▶ _Directions for this task_
Exactly as written, please repeat the data that follows, but not the pictures.
# # #
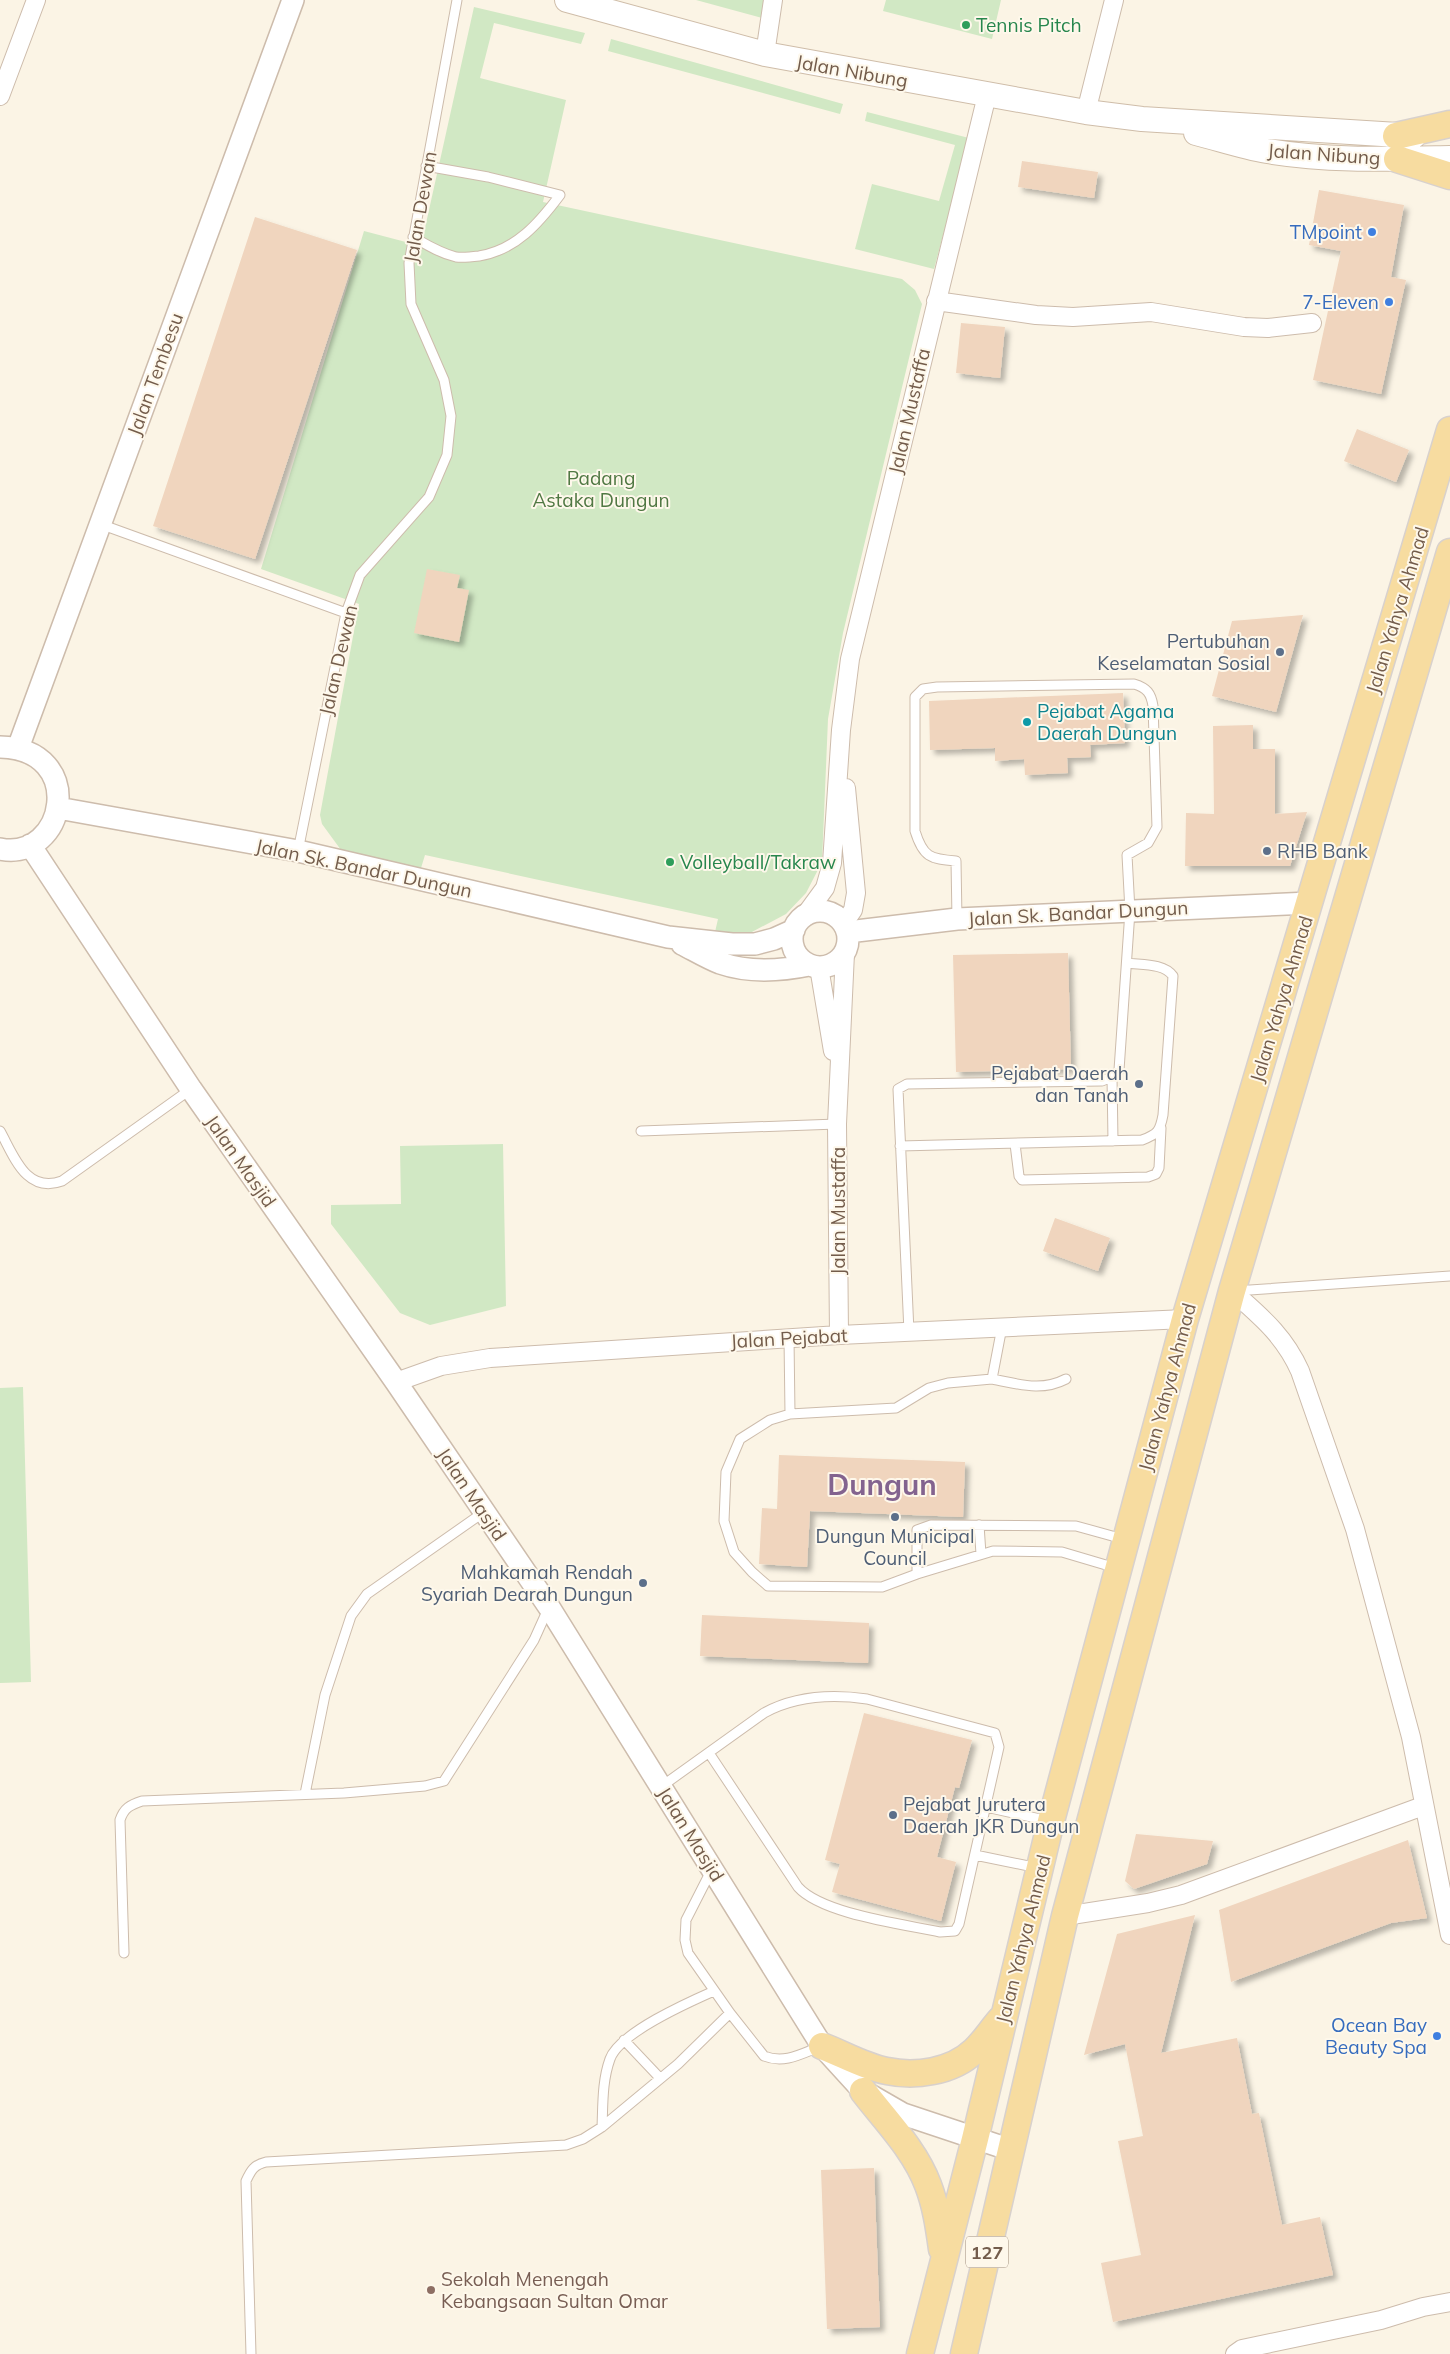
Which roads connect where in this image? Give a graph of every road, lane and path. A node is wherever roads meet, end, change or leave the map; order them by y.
1 (36, 0) edge
2 (293, 0) edge
3 (457, 0) edge
4 (567, 0) edge
5 (773, 0) edge
6 (1114, 0) edge
7 (765, 54) junction
8 (2, 87) edge
9 (987, 95) junction
10 (1086, 112) junction
11 (1450, 124) edge
12 (1450, 135) edge
13 (1396, 147) junction
14 (1450, 158) edge
15 (426, 166) junction
16 (1450, 176) edge
17 (414, 237) junction
18 (936, 301) junction
19 (1312, 323) dead end
20 (1450, 430) edge
21 (100, 524) junction
22 (1450, 552) edge
23 (346, 612) junction
24 (841, 730) junction
25 (9, 748) edge
26 (58, 808) junction
27 (30, 845) junction
28 (0, 849) edge
29 (298, 851) junction
30 (1309, 903) junction
31 (1130, 911) junction
32 (957, 919) junction
33 (800, 922) junction
34 (846, 936) junction
35 (668, 937) junction
36 (1127, 963) junction
37 (814, 966) junction
38 (1112, 1077) junction
39 (839, 1086) junction
40 (192, 1089) junction
41 (837, 1124) junction
42 (1160, 1128) junction
43 (0, 1131) edge
44 (641, 1131) dead end
45 (1113, 1141) junction
46 (1015, 1144) junction
47 (900, 1146) junction
48 (1450, 1276) edge
49 (1232, 1291) junction
50 (1185, 1319) junction
51 (1002, 1327) junction
52 (909, 1332) junction
53 (839, 1335) junction
54 (789, 1338) junction
55 (992, 1379) junction
56 (1066, 1379) dead end
57 (396, 1382) junction
58 (790, 1414) junction
59 (484, 1512) junction
60 (979, 1525) junction
61 (1126, 1540) junction
62 (981, 1554) junction
63 (1119, 1569) junction
64 (917, 1574) junction
65 (549, 1607) junction
66 (708, 1752) junction
67 (662, 1786) junction
68 (305, 1794) junction
69 (1423, 1806) junction
70 (986, 1808) junction
71 (1051, 1821) junction
72 (975, 1855) junction
73 (712, 1868) junction
74 (1040, 1868) junction
75 (1065, 1916) junction
76 (1450, 1935) edge
77 (124, 1953) dead end
78 (714, 1991) junction
79 (730, 2013) junction
80 (1004, 2014) junction
81 (624, 2040) junction
82 (822, 2046) junction
83 (659, 2077) junction
84 (863, 2091) junction
85 (602, 2128) junction
86 (975, 2139) junction
87 (1011, 2150) junction
88 (944, 2262) junction
89 (1450, 2302) edge
90 (251, 2354) edge
91 (920, 2354) edge
92 (964, 2354) edge
93 (1235, 2354) edge

1 - 8 street
2 - 21 street, Jalan Tembesu
3 - 15 lane, Jalan Dewan
4 - 7 main road, Jalan Nibung
5 - 7 street
6 - 10 street
7 - 9 main road, Jalan Nibung
9 - 10 main road, Jalan Nibung
9 - 18 street, Jalan Mustaffa
10 - 13 main road, Jalan Nibung
11 - 13 main road
12 - 13 main road, Jalan Nibung
13 - 14 main road, Jalan Nibung
13 - 16 main road
15 - 17 lane, Jalan Dewan
15 - 17 lane
17 - 23 lane, Jalan Dewan
18 - 19 street
18 - 24 street, Jalan Mustaffa
20 - 30 main road, Jalan Yahya Ahmad
21 - 23 lane
21 - 25 street, Jalan Tembesu
22 - 49 main road, Jalan Yahya Ahmad
23 - 29 lane, Jalan Dewan
24 - 33 street, Jalan Mustaffa
24 - 34 street, Jalan Mustaffa
25 - 26 street
26 - 27 street
26 - 29 street, Jalan Sk. Bandar Dungun
27 - 28 street
27 - 40 street, Jalan Masjid
29 - 35 street, Jalan Sk. Bandar Dungun
30 - 31 street, Jalan Sk. Bandar Dungun
30 - 50 main road, Jalan Yahya Ahmad
31 - 32 street, Jalan Sk. Bandar Dungun
31 - 32 lane
31 - 36 lane
32 - 34 street, Jalan Sk. Bandar Dungun
33 - 34 street
33 - 35 street, Jalan Sk. Bandar Dungun
33 - 37 street
34 - 37 street
34 - 39 street, Jalan Mustaffa
35 - 37 street, Jalan Sk. Bandar Dungun
36 - 38 lane
36 - 42 lane
37 - 39 street, Jalan Mustaffa
38 - 45 lane
38 - 47 lane
39 - 41 street, Jalan Mustaffa
40 - 43 lane
40 - 57 street, Jalan Masjid
41 - 44 lane
41 - 53 street, Jalan Mustaffa
42 - 45 lane
42 - 46 lane
45 - 46 lane
46 - 47 lane
47 - 52 lane
48 - 49 lane
49 - 69 street
49 - 75 main road, Jalan Yahya Ahmad
50 - 51 street, Jalan Pejabat
50 - 61 main road, Jalan Yahya Ahmad
51 - 52 street, Jalan Pejabat
51 - 55 lane
52 - 53 street, Jalan Pejabat
53 - 54 street, Jalan Pejabat
54 - 57 street, Jalan Pejabat
54 - 58 lane
55 - 56 lane
55 - 58 lane
57 - 59 street, Jalan Masjid
58 - 64 lane
59 - 65 street, Jalan Masjid
59 - 68 lane
60 - 61 lane
60 - 62 lane
60 - 64 lane
61 - 63 main road, Jalan Yahya Ahmad
62 - 63 lane
62 - 64 lane
63 - 71 main road, Jalan Yahya Ahmad
65 - 67 street, Jalan Masjid
65 - 68 lane
66 - 67 lane
66 - 70 lane
66 - 72 lane
67 - 73 street, Jalan Masjid
68 - 77 lane
69 - 75 street
69 - 76 street
70 - 71 lane
70 - 72 lane
71 - 74 main road, Jalan Yahya Ahmad
72 - 74 lane
73 - 78 lane
73 - 82 street, Jalan Masjid
74 - 80 main road, Jalan Yahya Ahmad
75 - 87 main road, Jalan Yahya Ahmad
78 - 79 lane
78 - 81 lane
79 - 82 lane
79 - 83 lane
80 - 82 main road
80 - 86 main road, Jalan Yahya Ahmad
81 - 83 lane
81 - 85 lane
82 - 84 street, Jalan Masjid
83 - 85 lane
84 - 86 street, Jalan Masjid
84 - 88 main road
85 - 90 lane
86 - 87 street, Jalan Masjid
86 - 88 main road, Jalan Yahya Ahmad
87 - 92 main road, Jalan Yahya Ahmad / 127
88 - 91 main road, Jalan Yahya Ahmad
89 - 93 street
# # #
▶ _Task output_
Which roads connect where in this image? Give a graph of every road, lane and path. A node is wherever roads meet, end, change or leave the map; order them by y.
1 (36, 0) edge
2 (293, 0) edge
3 (457, 0) edge
4 (567, 0) edge
5 (773, 0) edge
6 (1114, 0) edge
7 (765, 54) junction
8 (2, 87) edge
9 (987, 95) junction
10 (1086, 112) junction
11 (1450, 124) edge
12 (1450, 135) edge
13 (1396, 147) junction
14 (1450, 158) edge
15 (426, 166) junction
16 (1450, 176) edge
17 (414, 237) junction
18 (936, 301) junction
19 (1312, 323) dead end
20 (1450, 430) edge
21 (100, 524) junction
22 (1450, 552) edge
23 (346, 612) junction
24 (841, 730) junction
25 (9, 748) edge
26 (58, 808) junction
27 (30, 845) junction
28 (0, 849) edge
29 (298, 851) junction
30 (1309, 903) junction
31 (1130, 911) junction
32 (957, 919) junction
33 (800, 922) junction
34 (846, 936) junction
35 (668, 937) junction
36 (1127, 963) junction
37 (814, 966) junction
38 (1112, 1077) junction
39 (839, 1086) junction
40 (192, 1089) junction
41 (837, 1124) junction
42 (1160, 1128) junction
43 (0, 1131) edge
44 (641, 1131) dead end
45 (1113, 1141) junction
46 (1015, 1144) junction
47 (900, 1146) junction
48 (1450, 1276) edge
49 (1232, 1291) junction
50 (1185, 1319) junction
51 (1002, 1327) junction
52 (909, 1332) junction
53 (839, 1335) junction
54 (789, 1338) junction
55 (992, 1379) junction
56 (1066, 1379) dead end
57 (396, 1382) junction
58 (790, 1414) junction
59 (484, 1512) junction
60 (979, 1525) junction
61 (1126, 1540) junction
62 (981, 1554) junction
63 (1119, 1569) junction
64 (917, 1574) junction
65 (549, 1607) junction
66 (708, 1752) junction
67 (662, 1786) junction
68 (305, 1794) junction
69 (1423, 1806) junction
70 (986, 1808) junction
71 (1051, 1821) junction
72 (975, 1855) junction
73 (712, 1868) junction
74 (1040, 1868) junction
75 (1065, 1916) junction
76 (1450, 1935) edge
77 (124, 1953) dead end
78 (714, 1991) junction
79 (730, 2013) junction
80 (1004, 2014) junction
81 (624, 2040) junction
82 (822, 2046) junction
83 (659, 2077) junction
84 (863, 2091) junction
85 (602, 2128) junction
86 (975, 2139) junction
87 (1011, 2150) junction
88 (944, 2262) junction
89 (1450, 2302) edge
90 (251, 2354) edge
91 (920, 2354) edge
92 (964, 2354) edge
93 (1235, 2354) edge

1 - 8 street
2 - 21 street, Jalan Tembesu
3 - 15 lane, Jalan Dewan
4 - 7 main road, Jalan Nibung
5 - 7 street
6 - 10 street
7 - 9 main road, Jalan Nibung
9 - 10 main road, Jalan Nibung
9 - 18 street, Jalan Mustaffa
10 - 13 main road, Jalan Nibung
11 - 13 main road
12 - 13 main road, Jalan Nibung
13 - 14 main road, Jalan Nibung
13 - 16 main road
15 - 17 lane, Jalan Dewan
15 - 17 lane
17 - 23 lane, Jalan Dewan
18 - 19 street
18 - 24 street, Jalan Mustaffa
20 - 30 main road, Jalan Yahya Ahmad
21 - 23 lane
21 - 25 street, Jalan Tembesu
22 - 49 main road, Jalan Yahya Ahmad
23 - 29 lane, Jalan Dewan
24 - 33 street, Jalan Mustaffa
24 - 34 street, Jalan Mustaffa
25 - 26 street
26 - 27 street
26 - 29 street, Jalan Sk. Bandar Dungun
27 - 28 street
27 - 40 street, Jalan Masjid
29 - 35 street, Jalan Sk. Bandar Dungun
30 - 31 street, Jalan Sk. Bandar Dungun
30 - 50 main road, Jalan Yahya Ahmad
31 - 32 street, Jalan Sk. Bandar Dungun
31 - 32 lane
31 - 36 lane
32 - 34 street, Jalan Sk. Bandar Dungun
33 - 34 street
33 - 35 street, Jalan Sk. Bandar Dungun
33 - 37 street
34 - 37 street
34 - 39 street, Jalan Mustaffa
35 - 37 street, Jalan Sk. Bandar Dungun
36 - 38 lane
36 - 42 lane
37 - 39 street, Jalan Mustaffa
38 - 45 lane
38 - 47 lane
39 - 41 street, Jalan Mustaffa
40 - 43 lane
40 - 57 street, Jalan Masjid
41 - 44 lane
41 - 53 street, Jalan Mustaffa
42 - 45 lane
42 - 46 lane
45 - 46 lane
46 - 47 lane
47 - 52 lane
48 - 49 lane
49 - 69 street
49 - 75 main road, Jalan Yahya Ahmad
50 - 51 street, Jalan Pejabat
50 - 61 main road, Jalan Yahya Ahmad
51 - 52 street, Jalan Pejabat
51 - 55 lane
52 - 53 street, Jalan Pejabat
53 - 54 street, Jalan Pejabat
54 - 57 street, Jalan Pejabat
54 - 58 lane
55 - 56 lane
55 - 58 lane
57 - 59 street, Jalan Masjid
58 - 64 lane
59 - 65 street, Jalan Masjid
59 - 68 lane
60 - 61 lane
60 - 62 lane
60 - 64 lane
61 - 63 main road, Jalan Yahya Ahmad
62 - 63 lane
62 - 64 lane
63 - 71 main road, Jalan Yahya Ahmad
65 - 67 street, Jalan Masjid
65 - 68 lane
66 - 67 lane
66 - 70 lane
66 - 72 lane
67 - 73 street, Jalan Masjid
68 - 77 lane
69 - 75 street
69 - 76 street
70 - 71 lane
70 - 72 lane
71 - 74 main road, Jalan Yahya Ahmad
72 - 74 lane
73 - 78 lane
73 - 82 street, Jalan Masjid
74 - 80 main road, Jalan Yahya Ahmad
75 - 87 main road, Jalan Yahya Ahmad
78 - 79 lane
78 - 81 lane
79 - 82 lane
79 - 83 lane
80 - 82 main road
80 - 86 main road, Jalan Yahya Ahmad
81 - 83 lane
81 - 85 lane
82 - 84 street, Jalan Masjid
83 - 85 lane
84 - 86 street, Jalan Masjid
84 - 88 main road
85 - 90 lane
86 - 87 street, Jalan Masjid
86 - 88 main road, Jalan Yahya Ahmad
87 - 92 main road, Jalan Yahya Ahmad / 127
88 - 91 main road, Jalan Yahya Ahmad
89 - 93 street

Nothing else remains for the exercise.